The powers of the UCI include writing the rules and regulations of major competitions, holding world championships, registering speed records, cooperating with anti-doping agencies, creating a calendar and ranking bicycle relay. Also, this organization controls and sets the rules not only in road cycling, but also in such disciplines as track cycling, mountain biking, cyclocross, BMX, artistic cycling and veloball.

How to choose races and understand what to watch?

Here we have to say thanks to the guys from the UCI, they have already collected all the important cycling relay in their calendar. We recommend that all future and current fans pay attention to this document in the first place. It lists the races of all categories in each of the types of cycling. We would advise you to start your cycling experience with the World Tour races, a complete list of these races can be found in the UCI WorldTour tab.

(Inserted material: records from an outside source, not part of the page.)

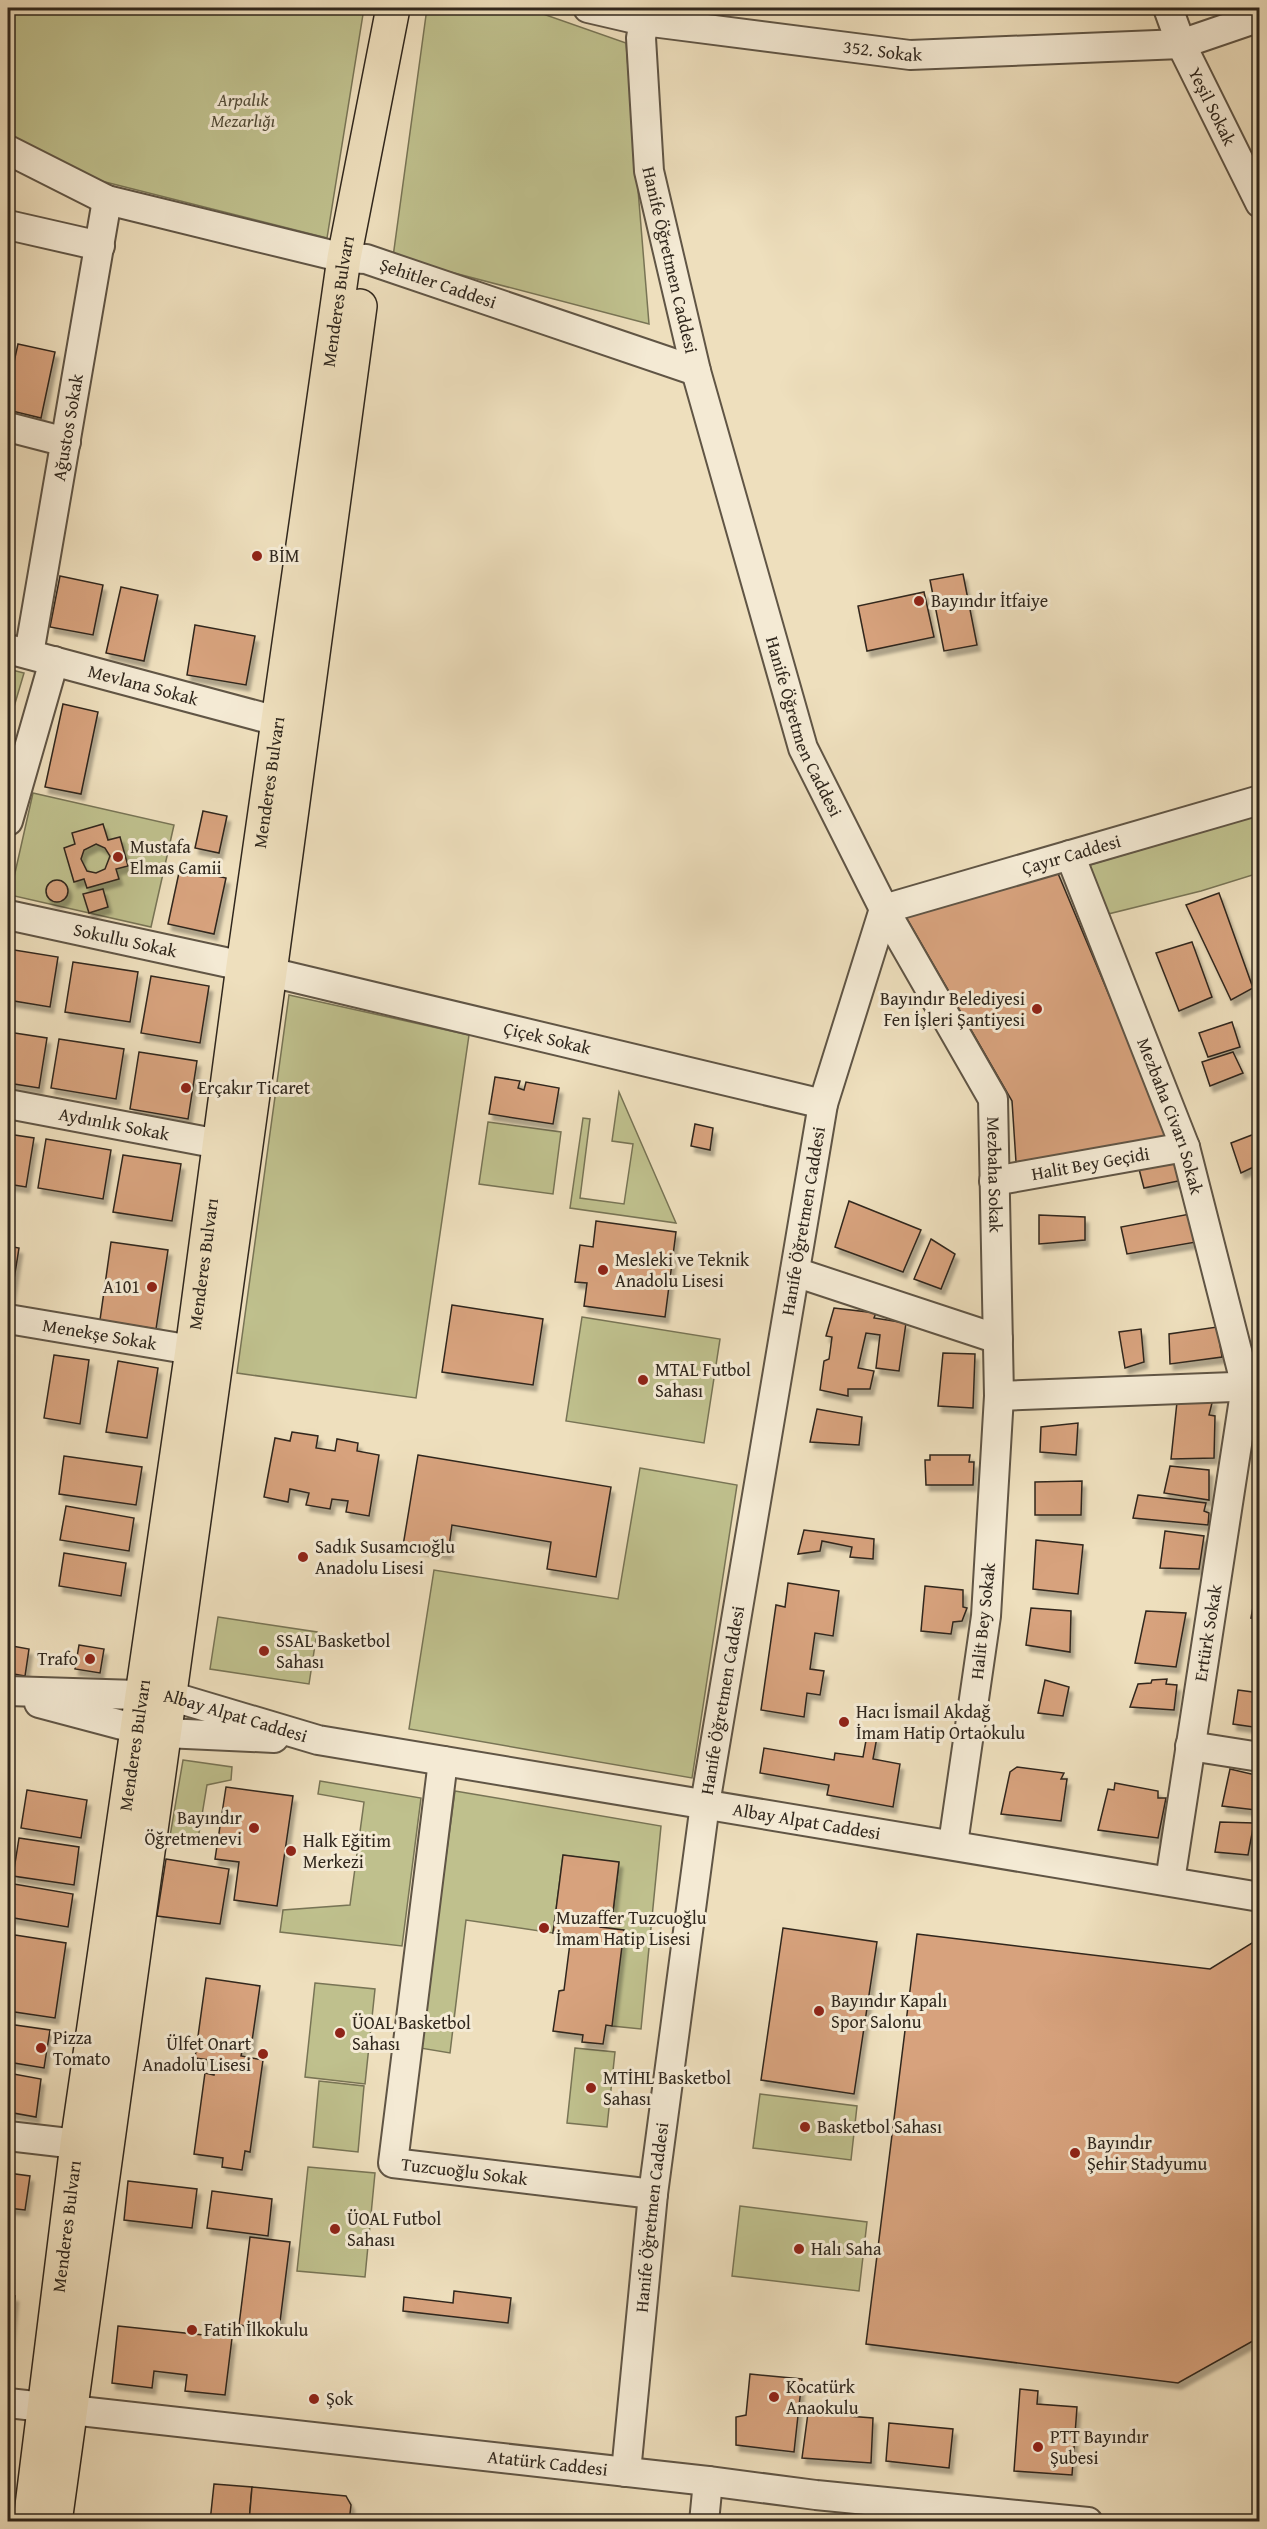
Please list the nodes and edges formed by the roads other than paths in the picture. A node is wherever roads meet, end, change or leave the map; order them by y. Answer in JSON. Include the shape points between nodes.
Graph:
{"nodes":[{"id":1,"x":393,"y":8,"type":"edge"},
{"id":2,"x":401,"y":8,"type":"edge"},
{"id":3,"x":588,"y":8,"type":"edge"},
{"id":4,"x":1168,"y":8,"type":"edge"},
{"id":5,"x":645,"y":14,"type":"edge"},
{"id":6,"x":1260,"y":17,"type":"edge"},
{"id":7,"x":1180,"y":44,"type":"junction"},
{"id":8,"x":8,"y":150,"type":"edge"},
{"id":9,"x":108,"y":200,"type":"junction"},
{"id":10,"x":1260,"y":202,"type":"edge"},
{"id":11,"x":8,"y":225,"type":"edge"},
{"id":12,"x":100,"y":246,"type":"junction"},
{"id":13,"x":355,"y":258,"type":"junction"},
{"id":14,"x":696,"y":370,"type":"junction"},
{"id":15,"x":8,"y":427,"type":"edge"},
{"id":16,"x":66,"y":442,"type":"junction"},
{"id":17,"x":30,"y":655,"type":"edge"},
{"id":18,"x":277,"y":721,"type":"junction"},
{"id":19,"x":1260,"y":800,"type":"edge"},
{"id":20,"x":8,"y":821,"type":"edge"},
{"id":21,"x":1071,"y":855,"type":"junction"},
{"id":22,"x":884,"y":909,"type":"junction"},
{"id":23,"x":8,"y":915,"type":"edge"},
{"id":24,"x":257,"y":969,"type":"junction"},
{"id":25,"x":8,"y":1104,"type":"edge"},
{"id":26,"x":823,"y":1104,"type":"junction"},
{"id":27,"x":219,"y":1144,"type":"junction"},
{"id":28,"x":1185,"y":1147,"type":"junction"},
{"id":29,"x":994,"y":1181,"type":"junction"},
{"id":30,"x":795,"y":1272,"type":"junction"},
{"id":31,"x":8,"y":1318,"type":"edge"},
{"id":32,"x":998,"y":1339,"type":"junction"},
{"id":33,"x":192,"y":1350,"type":"junction"},
{"id":34,"x":1253,"y":1386,"type":"edge"},
{"id":35,"x":999,"y":1396,"type":"junction"},
{"id":36,"x":8,"y":1693,"type":"edge"},
{"id":37,"x":156,"y":1695,"type":"junction"},
{"id":38,"x":151,"y":1731,"type":"junction"},
{"id":39,"x":318,"y":1740,"type":"junction"},
{"id":40,"x":1190,"y":1746,"type":"junction"},
{"id":41,"x":1260,"y":1757,"type":"edge"},
{"id":42,"x":443,"y":1761,"type":"junction"},
{"id":43,"x":705,"y":1804,"type":"junction"},
{"id":44,"x":953,"y":1844,"type":"junction"},
{"id":45,"x":1170,"y":1881,"type":"junction"},
{"id":46,"x":1260,"y":1897,"type":"edge"},
{"id":47,"x":8,"y":2136,"type":"edge"},
{"id":48,"x":77,"y":2144,"type":"junction"},
{"id":49,"x":653,"y":2194,"type":"junction"},
{"id":50,"x":8,"y":2403,"type":"edge"},
{"id":51,"x":56,"y":2408,"type":"junction"},
{"id":52,"x":626,"y":2472,"type":"junction"},
{"id":53,"x":708,"y":2481,"type":"junction"},
{"id":54,"x":954,"y":2514,"type":"edge"},
{"id":55,"x":30,"y":2522,"type":"edge"},
{"id":56,"x":56,"y":2522,"type":"edge"},
{"id":57,"x":704,"y":2522,"type":"edge"},
{"id":58,"x":1088,"y":2522,"type":"edge"}],
"edges":[{"from":1,"to":13,"type":"main road","name":"Menderes Bulvarı"},
{"from":2,"to":13,"type":"main road","name":"Menderes Bulvarı"},
{"from":3,"to":5,"type":"street","name":"352. Sokak"},
{"from":4,"to":7,"type":"street","name":"Yeşil Sokak"},
{"from":5,"to":7,"type":"street","name":"352. Sokak","via":[[910,55]]},
{"from":5,"to":14,"type":"street","name":"Hanife Öğretmen Caddesi","via":[[641,38],[649,171]]},
{"from":6,"to":7,"type":"street","name":"352. Sokak"},
{"from":7,"to":10,"type":"street","name":"Yeşil Sokak"},
{"from":8,"to":9,"type":"street","name":"Şehitler Caddesi"},
{"from":9,"to":12,"type":"street","name":"Ağustos Sokak"},
{"from":9,"to":13,"type":"street","name":"Şehitler Caddesi"},
{"from":11,"to":12,"type":"street"},
{"from":12,"to":16,"type":"street","name":"Ağustos Sokak"},
{"from":13,"to":14,"type":"street","name":"Şehitler Caddesi"},
{"from":13,"to":18,"type":"main road","name":"Menderes Bulvarı"},
{"from":13,"to":24,"type":"main road","name":"Menderes Bulvarı"},
{"from":14,"to":22,"type":"street","name":"Hanife Öğretmen Caddesi","via":[[803,748]]},
{"from":15,"to":16,"type":"street"},
{"from":16,"to":17,"type":"street","name":"Ağustos Sokak"},
{"from":17,"to":18,"type":"street","name":"Mevlana Sokak"},
{"from":17,"to":20,"type":"street","name":"Ağustos Sokak"},
{"from":18,"to":24,"type":"main road","name":"Menderes Bulvarı"},
{"from":19,"to":21,"type":"street","name":"Çayır Caddesi"},
{"from":21,"to":22,"type":"street","name":"Çayır Caddesi"},
{"from":21,"to":28,"type":"street","name":"Mezbaha Civarı Sokak"},
{"from":22,"to":26,"type":"street","name":"Hanife Öğretmen Caddesi"},
{"from":22,"to":29,"type":"street","name":"Mezbaha Sokak","via":[[993,1099]]},
{"from":23,"to":24,"type":"street","name":"Sokullu Sokak"},
{"from":24,"to":26,"type":"street","name":"Çiçek Sokak"},
{"from":24,"to":27,"type":"main road","name":"Menderes Bulvarı"},
{"from":24,"to":37,"type":"main road","name":"Menderes Bulvarı"},
{"from":25,"to":27,"type":"street","name":"Aydınlık Sokak"},
{"from":26,"to":30,"type":"street","name":"Hanife Öğretmen Caddesi"},
{"from":27,"to":33,"type":"main road","name":"Menderes Bulvarı"},
{"from":28,"to":29,"type":"street","name":"Halit Bey Geçidi"},
{"from":28,"to":34,"type":"street","name":"Mezbaha Civarı Sokak"},
{"from":29,"to":32,"type":"street","name":"Mezbaha Sokak"},
{"from":30,"to":32,"type":"street"},
{"from":30,"to":43,"type":"street","name":"Hanife Öğretmen Caddesi"},
{"from":31,"to":33,"type":"street","name":"Menekşe Sokak"},
{"from":32,"to":35,"type":"street","name":"Mezbaha Sokak"},
{"from":33,"to":37,"type":"main road","name":"Menderes Bulvarı"},
{"from":34,"to":35,"type":"street"},
{"from":34,"to":40,"type":"street","name":"Ertürk Sokak"},
{"from":35,"to":44,"type":"street","name":"Halit Bey Sokak","via":[[986,1616]]},
{"from":36,"to":37,"type":"street","name":"Albay Alpat Caddesi"},
{"from":36,"to":38,"type":"street","name":"Albay Alpat Caddesi"},
{"from":37,"to":38,"type":"main road","name":"Menderes Bulvarı"},
{"from":37,"to":39,"type":"street","name":"Albay Alpat Caddesi"},
{"from":38,"to":39,"type":"street","name":"Albay Alpat Caddesi"},
{"from":38,"to":48,"type":"main road","name":"Menderes Bulvarı"},
{"from":38,"to":51,"type":"main road","name":"Menderes Bulvarı"},
{"from":39,"to":42,"type":"street","name":"Albay Alpat Caddesi"},
{"from":40,"to":41,"type":"street"},
{"from":40,"to":45,"type":"street","name":"Ertürk Sokak"},
{"from":42,"to":43,"type":"street","name":"Albay Alpat Caddesi"},
{"from":42,"to":49,"type":"street","name":"Tuzcuoğlu Sokak","via":[[393,2163]]},
{"from":43,"to":44,"type":"street","name":"Albay Alpat Caddesi"},
{"from":43,"to":49,"type":"street","name":"Hanife Öğretmen Caddesi"},
{"from":44,"to":45,"type":"street","name":"Albay Alpat Caddesi"},
{"from":45,"to":46,"type":"street","name":"Albay Alpat Caddesi"},
{"from":47,"to":48,"type":"street"},
{"from":48,"to":51,"type":"main road","name":"Menderes Bulvarı"},
{"from":49,"to":52,"type":"street","name":"Hanife Öğretmen Caddesi"},
{"from":50,"to":51,"type":"street","name":"Atatürk Caddesi"},
{"from":51,"to":52,"type":"street","name":"Atatürk Caddesi"},
{"from":51,"to":55,"type":"main road","name":"Menderes Bulvarı"},
{"from":51,"to":56,"type":"main road","name":"Menderes Bulvarı"},
{"from":52,"to":53,"type":"street","name":"Atatürk Caddesi"},
{"from":53,"to":54,"type":"street","name":"Atatürk Caddesi"},
{"from":53,"to":57,"type":"street"},
{"from":54,"to":58,"type":"street","name":"Atatürk Caddesi"}]}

It is also worth noting that this calendar does not include national championships, world championships and the Olympic Games. We will probably tell you more about the categories of races in the following materials. Now let’s take a closer look at the world tour calendar.

What are the races? And their characteristics?

The most obvious way to classify the races on the World Tour calendar is by their duration. Three separate categories are immediately evident:

  1. One-day trips: “Milan – San Remo”, “Paris – Roubaix”, “Tour of Flanders”, “Liège – Bastogne – Liege” and others. These relays are classic relays and take place within one day.
  2. Multi-day events: “Paris – Nice”, “Tirreno – Adriatico”, “Criterium du Dauphine”, “Tour of Switzerland” and others. This class of races takes place over 6 to 9 days.
  3. Grand tours or super multi-day tours. There are only three of these races, and even if you are just starting to get involved in cycling, you have definitely heard of at least one of them: Giro d’Italia, Tour de France, Vuelta a España.

The main characteristics of the route itself can be the following:

  • length, that is, mileage, the longest one-day, for example, is “Milan – San Remo”, its length is almost 300 kilometers;
  • track profile – hills, mountains and slopes from them, all these details add tactical features to the relay;
  • type of road surface – in addition to asphalt, it can be a cobblestone pavement as in the northern one-day relays, and unpaved sections as in Italian relay.